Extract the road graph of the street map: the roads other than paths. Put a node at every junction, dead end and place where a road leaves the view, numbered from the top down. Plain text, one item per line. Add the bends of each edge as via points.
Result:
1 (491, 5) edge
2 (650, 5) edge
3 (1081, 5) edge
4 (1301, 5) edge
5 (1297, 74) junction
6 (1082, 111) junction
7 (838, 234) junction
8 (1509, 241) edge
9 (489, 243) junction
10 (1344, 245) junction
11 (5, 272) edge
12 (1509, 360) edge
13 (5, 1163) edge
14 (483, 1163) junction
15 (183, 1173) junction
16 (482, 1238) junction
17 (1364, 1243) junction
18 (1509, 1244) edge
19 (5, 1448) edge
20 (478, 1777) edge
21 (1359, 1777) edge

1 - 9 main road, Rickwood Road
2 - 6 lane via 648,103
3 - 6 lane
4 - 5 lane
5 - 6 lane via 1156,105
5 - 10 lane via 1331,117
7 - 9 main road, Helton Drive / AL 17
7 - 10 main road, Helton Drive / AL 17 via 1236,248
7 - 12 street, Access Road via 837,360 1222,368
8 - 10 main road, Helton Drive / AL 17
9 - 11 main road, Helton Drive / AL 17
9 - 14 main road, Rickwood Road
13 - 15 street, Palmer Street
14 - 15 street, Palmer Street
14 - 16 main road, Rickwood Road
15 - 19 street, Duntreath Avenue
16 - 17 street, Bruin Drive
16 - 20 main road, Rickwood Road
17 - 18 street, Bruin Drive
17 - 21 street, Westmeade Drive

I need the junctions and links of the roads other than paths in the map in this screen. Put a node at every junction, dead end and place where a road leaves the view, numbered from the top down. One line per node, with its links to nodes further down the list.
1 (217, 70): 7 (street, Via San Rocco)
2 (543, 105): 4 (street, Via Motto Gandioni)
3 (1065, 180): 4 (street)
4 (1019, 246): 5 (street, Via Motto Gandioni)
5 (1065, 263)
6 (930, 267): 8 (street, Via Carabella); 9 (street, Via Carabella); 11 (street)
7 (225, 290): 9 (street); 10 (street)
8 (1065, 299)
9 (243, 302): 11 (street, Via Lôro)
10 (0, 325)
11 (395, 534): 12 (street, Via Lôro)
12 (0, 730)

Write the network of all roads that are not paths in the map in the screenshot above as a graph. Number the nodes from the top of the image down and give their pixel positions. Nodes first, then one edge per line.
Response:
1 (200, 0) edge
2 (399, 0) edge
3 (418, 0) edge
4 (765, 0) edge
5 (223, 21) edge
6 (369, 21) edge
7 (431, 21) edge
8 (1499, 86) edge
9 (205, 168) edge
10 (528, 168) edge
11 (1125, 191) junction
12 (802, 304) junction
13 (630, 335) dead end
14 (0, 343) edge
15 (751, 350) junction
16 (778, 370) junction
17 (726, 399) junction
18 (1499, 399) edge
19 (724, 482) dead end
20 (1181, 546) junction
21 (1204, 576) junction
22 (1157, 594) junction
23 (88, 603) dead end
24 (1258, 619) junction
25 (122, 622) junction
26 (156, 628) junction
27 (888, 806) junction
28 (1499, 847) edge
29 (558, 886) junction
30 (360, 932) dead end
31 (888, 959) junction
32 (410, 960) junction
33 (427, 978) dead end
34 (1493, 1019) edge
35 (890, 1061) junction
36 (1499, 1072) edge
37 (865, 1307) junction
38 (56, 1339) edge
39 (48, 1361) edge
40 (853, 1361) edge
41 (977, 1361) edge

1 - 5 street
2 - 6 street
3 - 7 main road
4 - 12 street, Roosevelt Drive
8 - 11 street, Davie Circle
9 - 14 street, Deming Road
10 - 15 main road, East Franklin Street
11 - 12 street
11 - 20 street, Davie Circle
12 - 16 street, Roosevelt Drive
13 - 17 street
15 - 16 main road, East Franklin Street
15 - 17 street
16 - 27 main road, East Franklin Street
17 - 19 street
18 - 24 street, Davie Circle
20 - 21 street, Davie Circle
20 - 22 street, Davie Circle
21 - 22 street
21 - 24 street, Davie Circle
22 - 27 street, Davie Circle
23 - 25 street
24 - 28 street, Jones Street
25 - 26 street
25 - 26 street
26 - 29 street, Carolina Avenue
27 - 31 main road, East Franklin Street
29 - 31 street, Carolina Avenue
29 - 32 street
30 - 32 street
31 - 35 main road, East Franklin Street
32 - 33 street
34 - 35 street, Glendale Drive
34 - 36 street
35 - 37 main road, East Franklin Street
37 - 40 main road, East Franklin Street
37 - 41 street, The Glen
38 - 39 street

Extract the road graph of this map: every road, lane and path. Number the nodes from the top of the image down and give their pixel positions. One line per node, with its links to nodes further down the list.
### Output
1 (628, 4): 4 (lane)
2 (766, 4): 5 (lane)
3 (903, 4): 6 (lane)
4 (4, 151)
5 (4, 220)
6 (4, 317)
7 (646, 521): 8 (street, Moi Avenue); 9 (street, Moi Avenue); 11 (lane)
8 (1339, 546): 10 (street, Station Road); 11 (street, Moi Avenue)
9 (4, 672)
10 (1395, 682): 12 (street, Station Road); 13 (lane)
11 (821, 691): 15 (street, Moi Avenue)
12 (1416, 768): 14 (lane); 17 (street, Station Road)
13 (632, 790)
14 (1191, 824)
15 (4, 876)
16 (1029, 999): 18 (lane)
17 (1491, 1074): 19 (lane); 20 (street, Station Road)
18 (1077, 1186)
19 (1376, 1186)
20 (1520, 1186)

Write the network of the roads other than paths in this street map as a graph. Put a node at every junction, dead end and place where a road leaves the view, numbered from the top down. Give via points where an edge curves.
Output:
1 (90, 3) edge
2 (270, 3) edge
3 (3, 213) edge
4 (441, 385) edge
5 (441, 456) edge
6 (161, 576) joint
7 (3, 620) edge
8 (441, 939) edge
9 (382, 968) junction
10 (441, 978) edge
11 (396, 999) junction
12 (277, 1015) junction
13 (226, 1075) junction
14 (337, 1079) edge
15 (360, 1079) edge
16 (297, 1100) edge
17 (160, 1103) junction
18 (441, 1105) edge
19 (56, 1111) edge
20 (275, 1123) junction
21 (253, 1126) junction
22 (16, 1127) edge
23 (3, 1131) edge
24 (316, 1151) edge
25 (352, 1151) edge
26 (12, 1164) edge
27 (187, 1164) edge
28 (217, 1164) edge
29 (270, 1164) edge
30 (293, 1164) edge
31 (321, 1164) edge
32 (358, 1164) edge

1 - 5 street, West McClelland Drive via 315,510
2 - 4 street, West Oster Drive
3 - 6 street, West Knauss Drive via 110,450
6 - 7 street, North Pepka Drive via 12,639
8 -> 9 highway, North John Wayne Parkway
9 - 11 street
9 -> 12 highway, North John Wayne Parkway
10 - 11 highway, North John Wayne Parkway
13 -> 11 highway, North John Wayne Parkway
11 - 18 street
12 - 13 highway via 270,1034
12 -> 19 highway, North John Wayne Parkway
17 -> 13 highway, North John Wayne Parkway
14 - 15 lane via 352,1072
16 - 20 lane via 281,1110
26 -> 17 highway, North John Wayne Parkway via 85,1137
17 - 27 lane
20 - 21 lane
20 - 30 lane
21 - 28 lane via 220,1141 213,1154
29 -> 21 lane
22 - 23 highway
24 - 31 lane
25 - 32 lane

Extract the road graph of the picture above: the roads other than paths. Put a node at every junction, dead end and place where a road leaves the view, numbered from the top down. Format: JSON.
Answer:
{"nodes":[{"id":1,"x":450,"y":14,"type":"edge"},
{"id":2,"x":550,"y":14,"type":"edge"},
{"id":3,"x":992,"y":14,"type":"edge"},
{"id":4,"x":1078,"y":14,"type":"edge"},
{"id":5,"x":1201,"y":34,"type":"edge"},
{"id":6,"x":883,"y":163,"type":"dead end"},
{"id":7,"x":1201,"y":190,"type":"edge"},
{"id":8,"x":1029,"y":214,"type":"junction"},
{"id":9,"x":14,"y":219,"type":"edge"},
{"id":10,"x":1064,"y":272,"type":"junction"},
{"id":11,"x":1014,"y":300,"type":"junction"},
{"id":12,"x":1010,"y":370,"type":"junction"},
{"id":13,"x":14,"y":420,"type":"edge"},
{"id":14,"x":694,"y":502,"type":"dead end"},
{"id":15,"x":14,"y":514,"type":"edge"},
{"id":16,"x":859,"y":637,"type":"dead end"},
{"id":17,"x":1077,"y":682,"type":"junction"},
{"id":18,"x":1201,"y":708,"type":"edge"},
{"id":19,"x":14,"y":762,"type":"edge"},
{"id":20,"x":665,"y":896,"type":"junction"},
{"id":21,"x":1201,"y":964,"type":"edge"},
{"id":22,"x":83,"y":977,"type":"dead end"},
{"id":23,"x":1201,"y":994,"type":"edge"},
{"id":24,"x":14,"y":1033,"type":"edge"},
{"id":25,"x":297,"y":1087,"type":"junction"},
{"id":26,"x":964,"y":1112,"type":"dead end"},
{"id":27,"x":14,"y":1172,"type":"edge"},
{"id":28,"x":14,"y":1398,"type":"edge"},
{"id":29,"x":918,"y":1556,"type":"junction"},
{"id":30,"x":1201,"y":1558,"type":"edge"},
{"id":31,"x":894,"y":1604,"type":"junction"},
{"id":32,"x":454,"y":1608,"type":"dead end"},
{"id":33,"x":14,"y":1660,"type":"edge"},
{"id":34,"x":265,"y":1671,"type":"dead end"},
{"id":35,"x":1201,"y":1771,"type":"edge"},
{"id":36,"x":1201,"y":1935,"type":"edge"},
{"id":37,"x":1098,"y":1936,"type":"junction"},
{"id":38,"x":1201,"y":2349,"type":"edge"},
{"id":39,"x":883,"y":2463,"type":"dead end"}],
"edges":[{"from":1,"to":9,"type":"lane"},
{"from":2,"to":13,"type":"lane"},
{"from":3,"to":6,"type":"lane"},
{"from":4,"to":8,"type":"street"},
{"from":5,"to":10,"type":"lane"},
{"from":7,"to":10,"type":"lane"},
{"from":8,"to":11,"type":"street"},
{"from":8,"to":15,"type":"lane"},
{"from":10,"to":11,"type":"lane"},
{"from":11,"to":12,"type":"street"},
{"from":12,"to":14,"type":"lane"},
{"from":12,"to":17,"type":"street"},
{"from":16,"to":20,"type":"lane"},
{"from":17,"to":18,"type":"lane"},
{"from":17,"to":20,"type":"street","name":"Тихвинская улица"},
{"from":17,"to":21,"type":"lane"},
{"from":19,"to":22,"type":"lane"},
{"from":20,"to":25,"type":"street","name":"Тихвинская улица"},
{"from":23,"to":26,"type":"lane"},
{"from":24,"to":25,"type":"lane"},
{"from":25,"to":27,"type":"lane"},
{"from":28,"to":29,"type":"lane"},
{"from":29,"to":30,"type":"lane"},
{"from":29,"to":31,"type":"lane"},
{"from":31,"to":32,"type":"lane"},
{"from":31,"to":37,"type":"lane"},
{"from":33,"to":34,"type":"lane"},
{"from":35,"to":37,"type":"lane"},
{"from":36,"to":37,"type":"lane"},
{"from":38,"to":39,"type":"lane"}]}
★ ★ ★
Where a line in the records above contains the word "Franklin", copy that line.

## Response for this exercise
10 - 15 main road, East Franklin Street
15 - 16 main road, East Franklin Street
16 - 27 main road, East Franklin Street
27 - 31 main road, East Franklin Street
31 - 35 main road, East Franklin Street
35 - 37 main road, East Franklin Street
37 - 40 main road, East Franklin Street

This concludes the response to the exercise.